■ Work to be completed
Every record below should be repeated exactly, with the pictures left out.

■ Records supplied
((
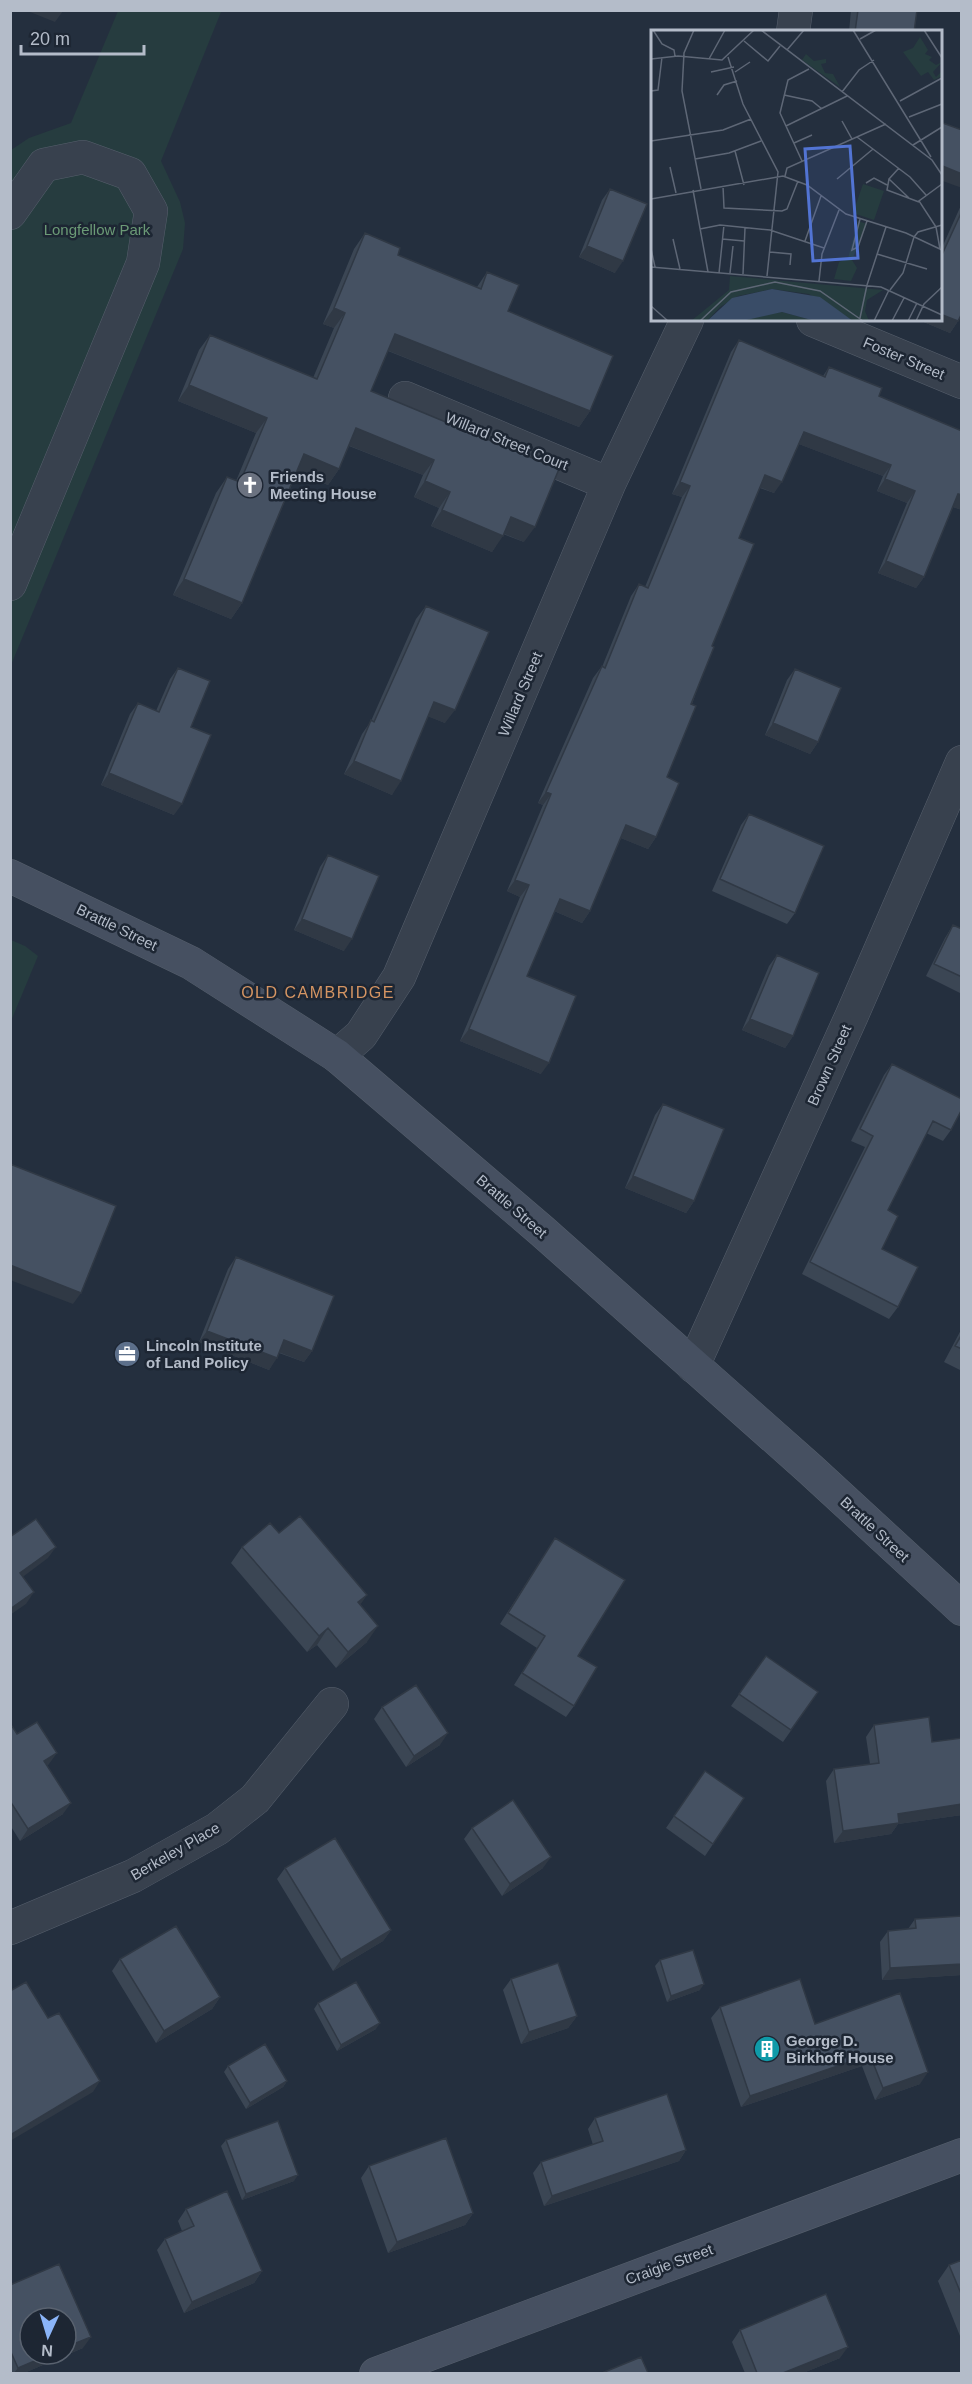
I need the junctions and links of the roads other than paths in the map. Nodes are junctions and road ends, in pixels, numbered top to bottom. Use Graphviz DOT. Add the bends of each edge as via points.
graph roads {
  1 [pos="796,10"];
  2 [pos="793,30"];
  3 [pos="10,213"];
  4 [pos="687,321"];
  5 [pos="815,321"];
  6 [pos="962,382"];
  7 [pos="405,399"];
  8 [pos="609,484"];
  9 [pos="10,584"];
  10 [pos="962,762"];
  11 [pos="10,876"];
  12 [pos="337,1056"];
  13 [pos="693,1366"];
  14 [pos="962,1609"];
  15 [pos="332,1704"];
  16 [pos="10,1928"];
  17 [pos="962,2155"];
  18 [pos="376,2373"];
  1 -- 2 [label="street"];
  3 -- 9 [label="street" via="44,165 83,157 130,174 151,212 143,262"];
  4 -- 8 [label="street, Willard Street"];
  5 -- 6 [label="street, Foster Street"];
  7 -- 8 [label="street, Willard Street Court"];
  8 -- 12 [label="street, Willard Street" via="399,977 361,1035"];
  10 -- 13 [label="street, Brown Street"];
  11 -- 12 [label="main road, Brattle Street" via="191,963"];
  12 -- 13 [label="main road, Brattle Street"];
  13 -- 14 [label="main road, Brattle Street"];
  15 -- 16 [label="street, Berkeley Place" via="255,1799 217,1829 133,1876"];
  17 -- 18 [label="main road, Craigie Street"];
}
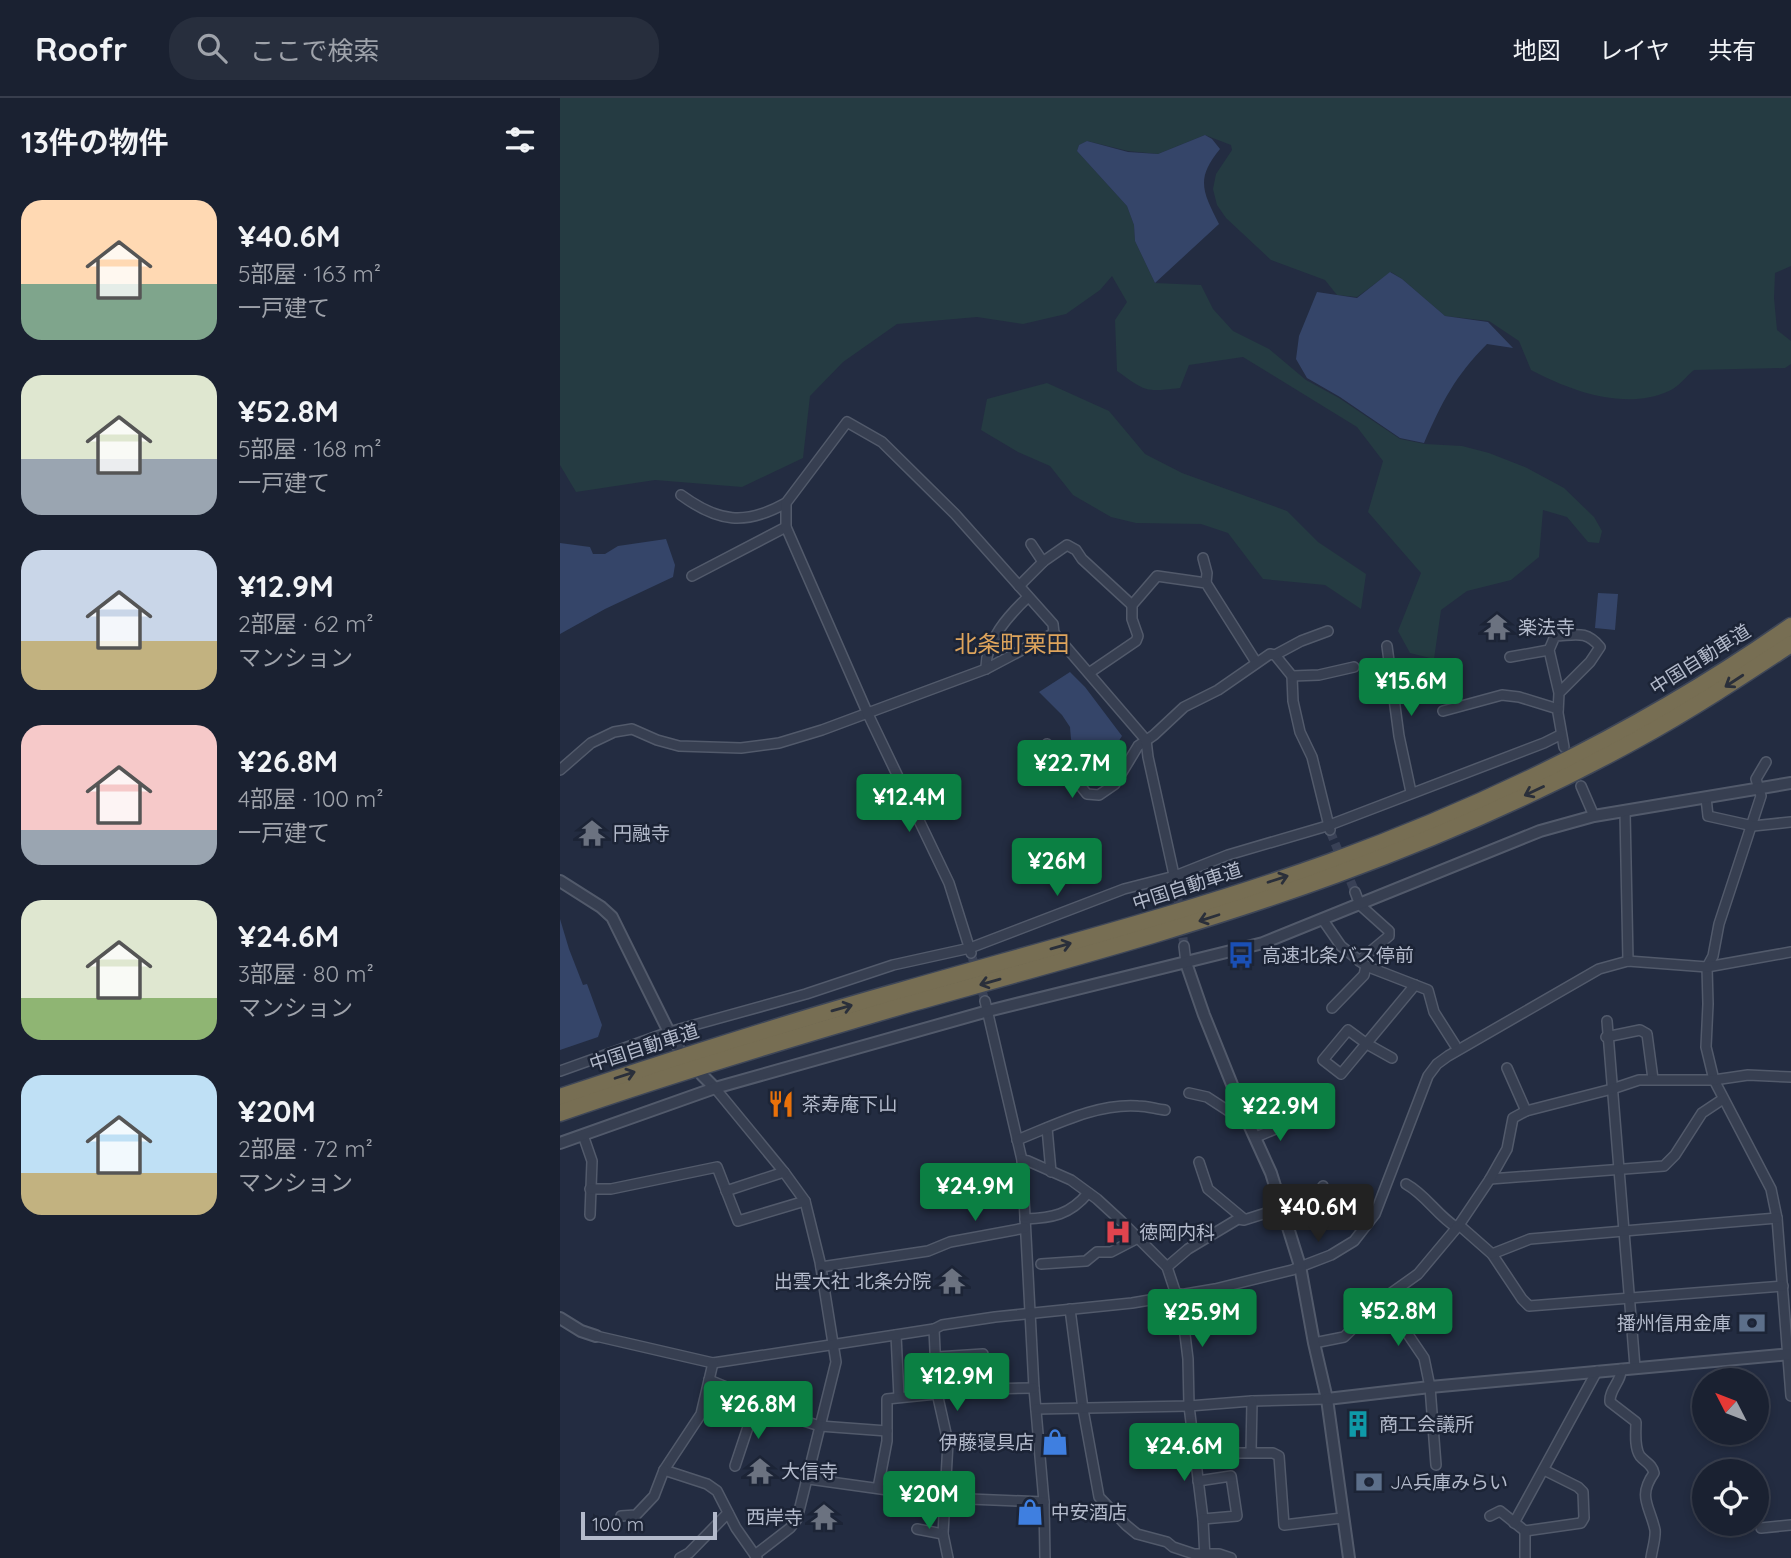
))
■ Final answer
I need the junctions and links of the roads other than paths in the map. Nodes are junctions and road ends, in pixels, numbered top to bottom. Use Graphviz DOT. Add the bends of each edge as via points.
graph roads {
  1 [pos="796,10"];
  2 [pos="793,30"];
  3 [pos="10,213"];
  4 [pos="687,321"];
  5 [pos="815,321"];
  6 [pos="962,382"];
  7 [pos="405,399"];
  8 [pos="609,484"];
  9 [pos="10,584"];
  10 [pos="962,762"];
  11 [pos="10,876"];
  12 [pos="337,1056"];
  13 [pos="693,1366"];
  14 [pos="962,1609"];
  15 [pos="332,1704"];
  16 [pos="10,1928"];
  17 [pos="962,2155"];
  18 [pos="376,2373"];
  1 -- 2 [label="street"];
  3 -- 9 [label="street" via="44,165 83,157 130,174 151,212 143,262"];
  4 -- 8 [label="street, Willard Street"];
  5 -- 6 [label="street, Foster Street"];
  7 -- 8 [label="street, Willard Street Court"];
  8 -- 12 [label="street, Willard Street" via="399,977 361,1035"];
  10 -- 13 [label="street, Brown Street"];
  11 -- 12 [label="main road, Brattle Street" via="191,963"];
  12 -- 13 [label="main road, Brattle Street"];
  13 -- 14 [label="main road, Brattle Street"];
  15 -- 16 [label="street, Berkeley Place" via="255,1799 217,1829 133,1876"];
  17 -- 18 [label="main road, Craigie Street"];
}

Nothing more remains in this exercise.